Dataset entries
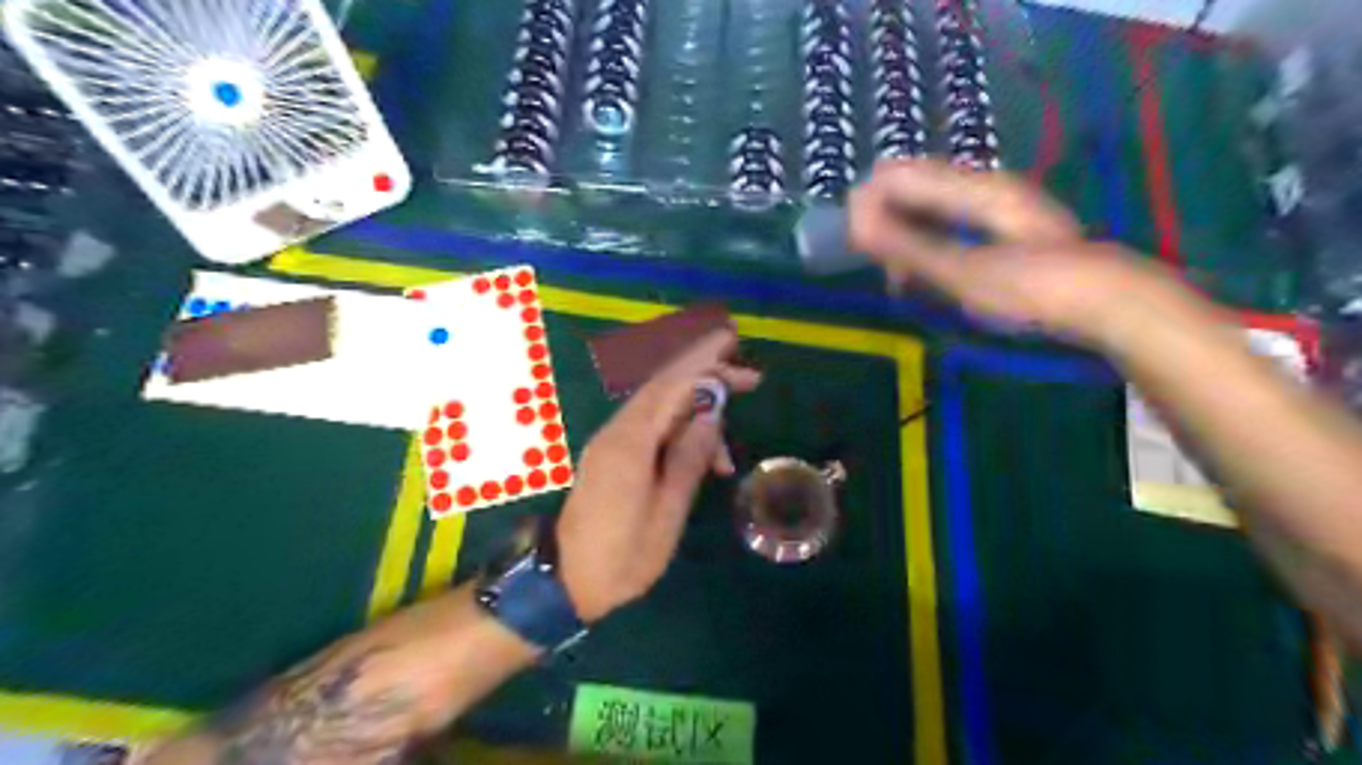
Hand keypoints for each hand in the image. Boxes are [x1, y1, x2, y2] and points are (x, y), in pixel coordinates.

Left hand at [560, 328, 760, 621]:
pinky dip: (681, 433)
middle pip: (665, 387)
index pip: (671, 384)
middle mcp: (617, 432)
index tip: (733, 341)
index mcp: (629, 444)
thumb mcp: (666, 514)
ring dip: (698, 414)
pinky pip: (652, 428)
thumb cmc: (622, 558)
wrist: (567, 582)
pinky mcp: (613, 455)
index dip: (704, 359)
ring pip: (661, 407)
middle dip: (708, 376)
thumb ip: (688, 459)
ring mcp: (612, 442)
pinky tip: (703, 462)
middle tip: (751, 380)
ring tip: (726, 458)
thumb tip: (710, 415)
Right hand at [847, 159, 1187, 347]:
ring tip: (900, 279)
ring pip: (927, 206)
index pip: (897, 174)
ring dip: (903, 237)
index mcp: (974, 188)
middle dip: (883, 222)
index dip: (866, 203)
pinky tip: (925, 275)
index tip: (852, 245)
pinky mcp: (1000, 226)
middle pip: (910, 186)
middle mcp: (982, 186)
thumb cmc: (1035, 290)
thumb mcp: (964, 273)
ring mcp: (994, 205)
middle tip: (879, 268)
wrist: (1111, 304)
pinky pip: (946, 223)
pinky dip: (925, 245)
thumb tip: (855, 224)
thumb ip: (908, 247)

YOUR OBJECTIVE> Without any picture, return exactly the lines of the records above from the first through the line that contains "wrist: (1111, 304)".

RESPONSE BELOW>
Hand keypoints for each hand in the image. Boxes are [x1, y1, x2, y2] and points are (x, y), in pixel coordinates.

Left hand at [560, 328, 760, 621]:
pinky dip: (681, 433)
middle pip: (665, 387)
index pip: (671, 384)
middle mcp: (617, 432)
index tip: (733, 341)
index mcp: (629, 444)
thumb mcp: (666, 514)
ring dip: (698, 414)
pinky pip: (652, 428)
thumb cmc: (622, 558)
wrist: (567, 582)
pinky mcp: (613, 455)
index dip: (704, 359)
ring pip: (661, 407)
middle dip: (708, 376)
thumb ip: (688, 459)
ring mcp: (612, 442)
pinky tip: (703, 462)
middle tip: (751, 380)
ring tip: (726, 458)
thumb tip: (710, 415)
Right hand at [847, 159, 1187, 347]:
ring tip: (900, 279)
ring pip: (927, 206)
index pip: (897, 174)
ring dip: (903, 237)
index mcp: (974, 188)
middle dip: (883, 222)
index dip: (866, 203)
pinky tip: (925, 275)
index tip: (852, 245)
pinky mcp: (1000, 226)
middle pip: (910, 186)
middle mcp: (982, 186)
thumb cmc: (1035, 290)
thumb mcp: (964, 273)
ring mcp: (994, 205)
middle tip: (879, 268)
wrist: (1111, 304)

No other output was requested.